WikiLeaks' global crusade to expose government secrets is causing collateral damage to the privacy of hundreds of innocent people, including survivors of sexual abuse, sick children and the mentally ill, The Associated Press has found.
In the past year alone, the radical transparency group has published medical files belonging to scores of ordinary citizens while many hundreds more have had sensitive family, financial or identity records posted to the web. In two particularly egregious cases, WikiLeaks named teenage rape victims. In a third case, the site published the name of a Saudi citizen arrested for being gay, an extraordinary move given that homosexuality is punishable by death in the ultraconservative Muslim kingdom.

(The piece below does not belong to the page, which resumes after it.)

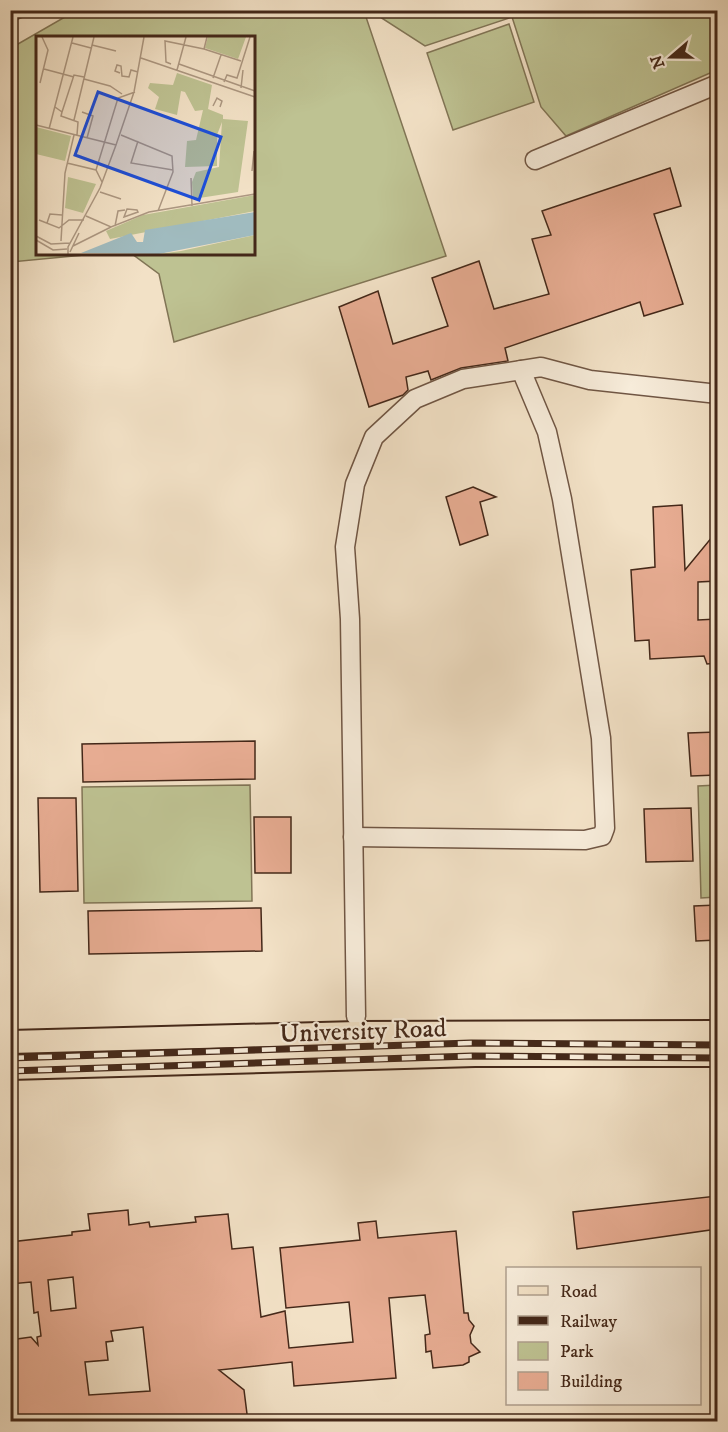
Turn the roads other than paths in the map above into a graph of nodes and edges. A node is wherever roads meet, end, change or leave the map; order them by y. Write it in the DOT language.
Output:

"They published everything: my phone, address, name, details,'' said a Saudi man who told AP he was bewildered that WikiLeaks had revealed the details of a paternity dispute with a former partner. "If the family of my wife saw this... Publishing personal stuff like that could destroy people.''
WikiLeaks' mass publication of personal data is at odds with the site's claim to have championed privacy even as it laid bare the workings of international statecraft, and has drawn criticism from the site's allies.
Attempts to reach WikiLeaks founder Julian Assange were unsuccessful; a set of questions left with his site wasn't immediately answered Tuesday. WikiLeaks' stated mission is to bring censored or restricted material "involving war, spying and corruption'' into the public eye, describing the trove amassed thus far as a "giant library of the world's most persecuted documents.''
The library is growing quickly, with half a million files from the U.S. Democratic National Committee, Turkey's governing party and the Saudi Foreign Ministry added in the last year or so. But the library is also filling with rogue data, including computer viruses, spam, and a compendium of personal records.
The Saudi diplomatic cables alone hold at least 124 medical files, according to a sample analyzed by AP. Some described patients with psychiatric conditions, seriously ill children or refugees.
"This has nothing to do with politics or corruption,'' said Dr. Nayef al-Fayez, a consultant in the Jordanian capital of Amman who confirmed that a brain cancer patient of his was among those whose details were published to the web. Dr. Adnan Salhab, a retired practitioner in Jordan who also had a patient named in the files, expressed anger when shown the document.
"This is illegal what has happened,'' he said in a telephone interview. "It is illegal!''
The AP, which is withholding identifying details of most of those affected, reached 23 people — most in Saudi Arabia — whose personal information was exposed. Some were unaware their data had been published; WikiLeaks is censored in the country. Others shrugged at the news. Several were horrified.
One, a partially disabled Saudi woman who'd secretly gone into debt to support a sick relative, said she was devastated. She'd kept her plight from members of her own family.
"This is a disaster,'' she said in a phone call. "What if my brothers, neighbors, people I know or even don't know have seen it? What is the use of publishing my story?''
Medical records are widely counted among a person's most private information. But the AP found that WikiLeaks also routinely publishes identity records, phone numbers and other information easily exploited by criminals.
The DNC files published last month carried more than two dozen Social Security and credit card numbers, according to an AP analysis assisted by New Hampshire-based compliance firm DataGravity. Two of the people named in the files told AP they were targeted by identity thieves following the leak, including a retired U.S. diplomat who said he also had to change his number after being bombarded by threatening messages.
The number of people affected easily reaches into the hundreds. Paul Dietrich, a transparency activist, said a partial scan of the Saudi cables alone turned up more than 500 passport, identity, academic or employment files.
The AP independently found three dozen records pertaining to family issues in the cables — including messages about marriages, divorces, missing children, elopements and custody battles. Many are very personal, like the marital certificates which reveal whether the bride was a virgin. Others deal with Saudis who are deeply in debt, including one man who says his wife stole his money. One divorce document details a male partner's infertility. Others identify the partners of women suffering from sexually transmitted diseases including HIV and Hepatitis C.
Lisa Lynch, who teaches media and communications at Drew University and has followed WikiLeaks for years, said Assange may not have had the staff or the resources to properly vet what he published. Or maybe he felt that the urgency of his mission trumped privacy concerns.
"For him the ends justify the means,'' she said.